PROBLEM TO WORK ON
Return every line below in which "Əliyev" appears.

Stored data
•••••

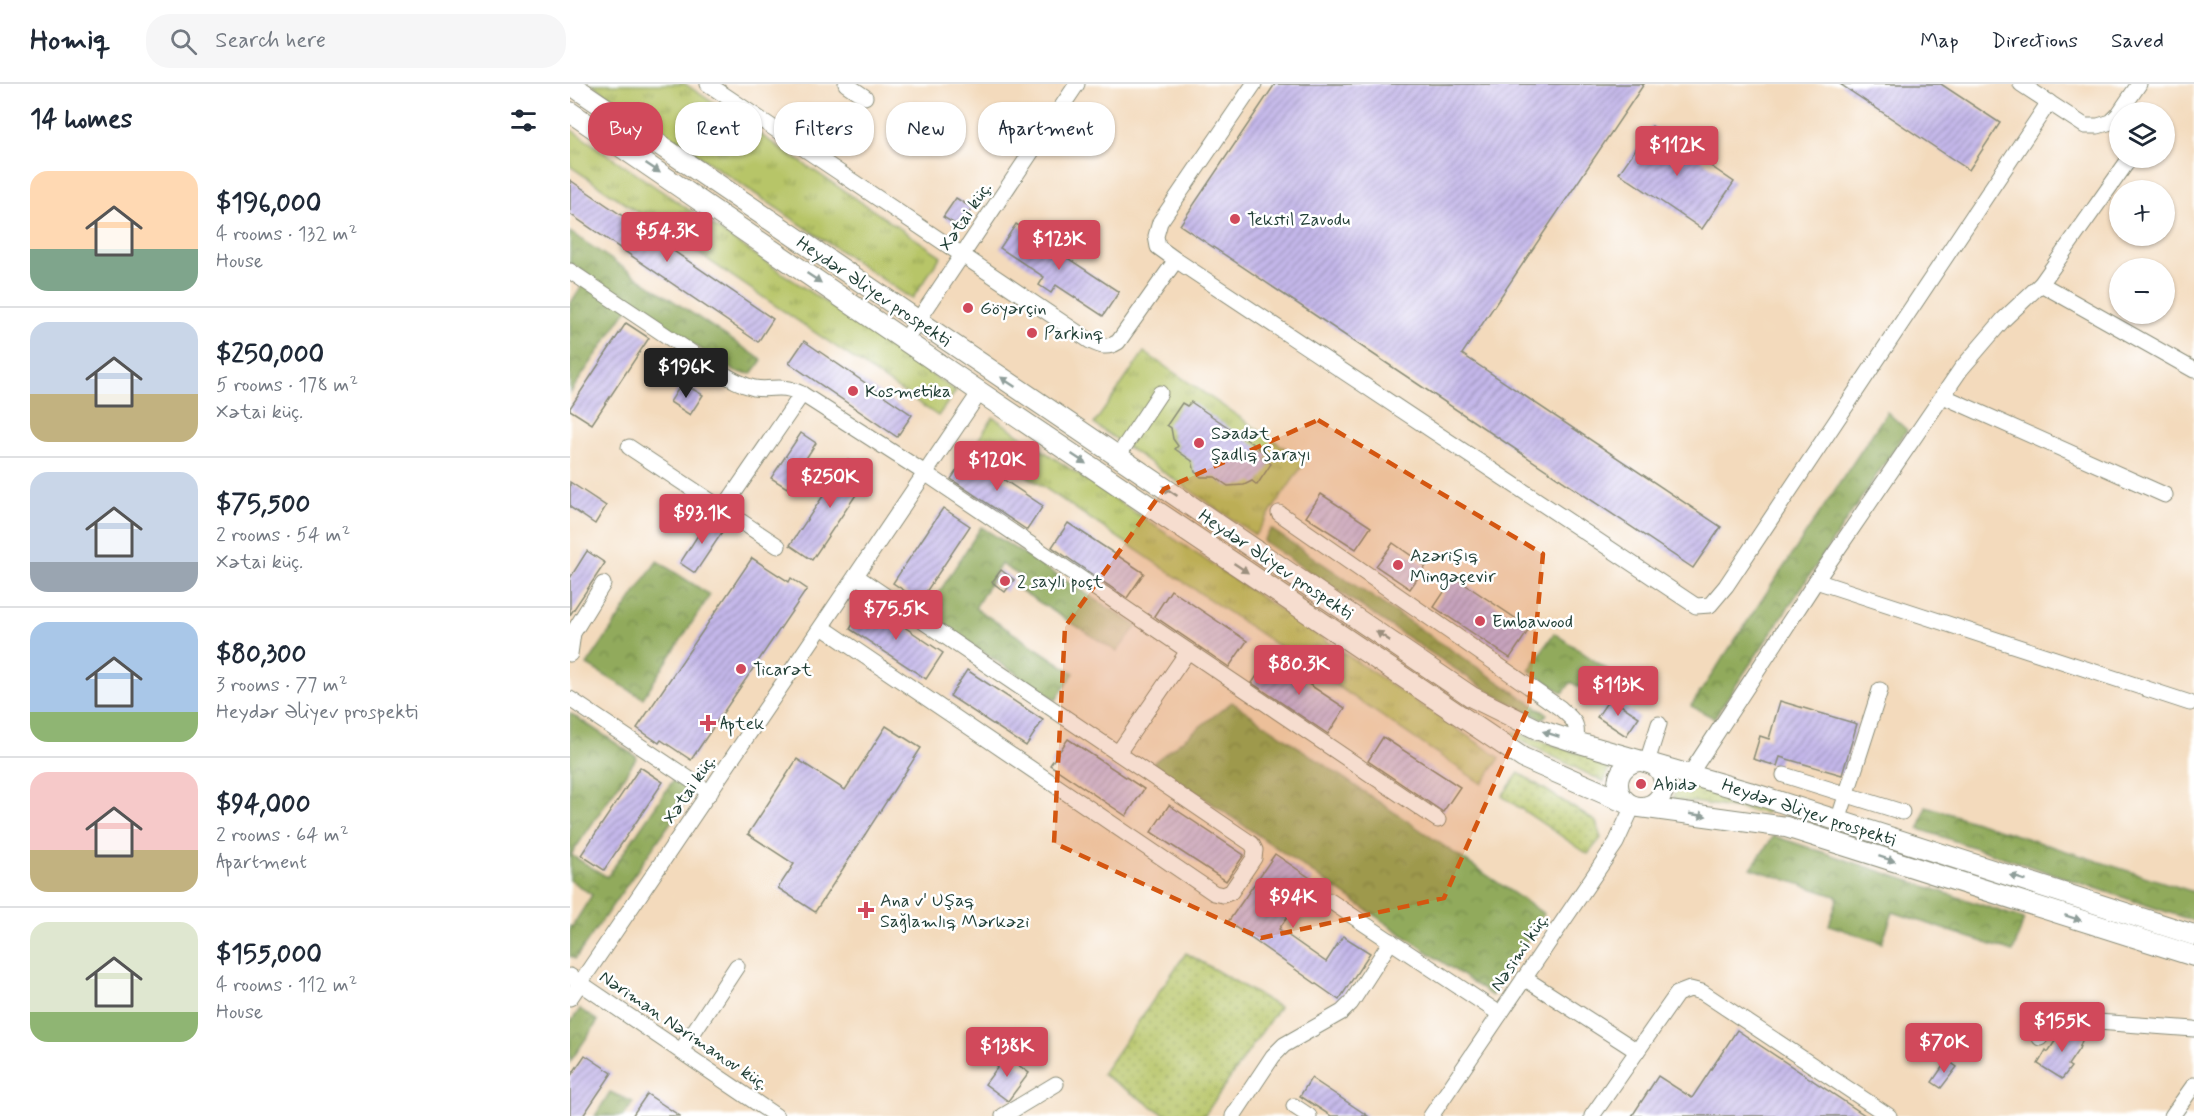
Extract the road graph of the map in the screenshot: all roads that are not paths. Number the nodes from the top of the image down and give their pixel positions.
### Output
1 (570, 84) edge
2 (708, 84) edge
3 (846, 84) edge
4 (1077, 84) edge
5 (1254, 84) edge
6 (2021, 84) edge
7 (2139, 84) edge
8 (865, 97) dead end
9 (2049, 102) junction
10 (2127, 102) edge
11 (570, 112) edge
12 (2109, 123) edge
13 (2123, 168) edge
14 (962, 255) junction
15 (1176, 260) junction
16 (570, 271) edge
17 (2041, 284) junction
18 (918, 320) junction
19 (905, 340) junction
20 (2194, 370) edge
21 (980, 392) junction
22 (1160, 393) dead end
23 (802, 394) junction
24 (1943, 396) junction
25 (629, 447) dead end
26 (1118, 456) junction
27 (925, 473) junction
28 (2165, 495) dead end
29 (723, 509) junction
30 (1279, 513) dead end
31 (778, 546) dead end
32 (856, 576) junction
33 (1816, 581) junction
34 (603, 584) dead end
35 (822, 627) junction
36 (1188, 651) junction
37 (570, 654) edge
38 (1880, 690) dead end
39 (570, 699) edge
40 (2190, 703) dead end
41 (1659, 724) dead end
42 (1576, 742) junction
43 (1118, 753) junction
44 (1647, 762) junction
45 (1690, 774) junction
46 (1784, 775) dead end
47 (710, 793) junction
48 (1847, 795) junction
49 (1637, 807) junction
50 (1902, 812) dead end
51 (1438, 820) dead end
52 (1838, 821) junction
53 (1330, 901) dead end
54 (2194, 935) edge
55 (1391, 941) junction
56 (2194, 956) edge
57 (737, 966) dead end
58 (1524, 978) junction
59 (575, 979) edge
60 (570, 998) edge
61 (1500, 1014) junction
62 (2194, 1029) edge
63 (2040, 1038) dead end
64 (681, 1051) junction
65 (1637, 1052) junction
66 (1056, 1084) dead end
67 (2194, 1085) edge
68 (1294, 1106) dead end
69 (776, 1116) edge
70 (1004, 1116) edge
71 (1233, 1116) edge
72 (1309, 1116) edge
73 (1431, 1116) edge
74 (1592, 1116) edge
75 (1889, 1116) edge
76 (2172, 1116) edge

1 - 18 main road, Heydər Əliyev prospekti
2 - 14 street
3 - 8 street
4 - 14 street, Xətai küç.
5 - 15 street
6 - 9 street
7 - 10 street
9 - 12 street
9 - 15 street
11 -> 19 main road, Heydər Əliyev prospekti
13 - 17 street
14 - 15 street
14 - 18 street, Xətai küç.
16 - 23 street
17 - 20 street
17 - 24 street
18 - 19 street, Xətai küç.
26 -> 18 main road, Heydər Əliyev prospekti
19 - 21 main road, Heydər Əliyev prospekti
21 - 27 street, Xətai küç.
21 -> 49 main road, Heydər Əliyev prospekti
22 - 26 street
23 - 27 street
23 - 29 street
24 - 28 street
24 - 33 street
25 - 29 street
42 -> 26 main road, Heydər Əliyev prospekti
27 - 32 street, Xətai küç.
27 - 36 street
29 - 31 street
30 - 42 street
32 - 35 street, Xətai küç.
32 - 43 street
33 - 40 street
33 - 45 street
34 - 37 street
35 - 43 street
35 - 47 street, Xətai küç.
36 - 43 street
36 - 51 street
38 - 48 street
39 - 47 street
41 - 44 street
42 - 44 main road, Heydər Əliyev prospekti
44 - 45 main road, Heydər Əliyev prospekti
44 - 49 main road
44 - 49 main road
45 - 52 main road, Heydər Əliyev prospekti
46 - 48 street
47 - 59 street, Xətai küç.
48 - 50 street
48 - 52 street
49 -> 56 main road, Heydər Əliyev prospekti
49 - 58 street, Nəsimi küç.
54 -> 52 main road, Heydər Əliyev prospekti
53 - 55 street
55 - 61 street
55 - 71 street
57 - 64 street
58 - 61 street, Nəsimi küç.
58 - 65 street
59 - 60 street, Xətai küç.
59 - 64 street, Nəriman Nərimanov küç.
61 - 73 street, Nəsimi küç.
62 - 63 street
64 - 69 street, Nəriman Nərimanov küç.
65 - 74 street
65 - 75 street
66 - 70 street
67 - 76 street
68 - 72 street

•••••

WRITTEN ANSWER
1 - 18 main road, Heydər Əliyev prospekti
11 -> 19 main road, Heydər Əliyev prospekti
26 -> 18 main road, Heydər Əliyev prospekti
19 - 21 main road, Heydər Əliyev prospekti
21 -> 49 main road, Heydər Əliyev prospekti
42 -> 26 main road, Heydər Əliyev prospekti
42 - 44 main road, Heydər Əliyev prospekti
44 - 45 main road, Heydər Əliyev prospekti
45 - 52 main road, Heydər Əliyev prospekti
49 -> 56 main road, Heydər Əliyev prospekti
54 -> 52 main road, Heydər Əliyev prospekti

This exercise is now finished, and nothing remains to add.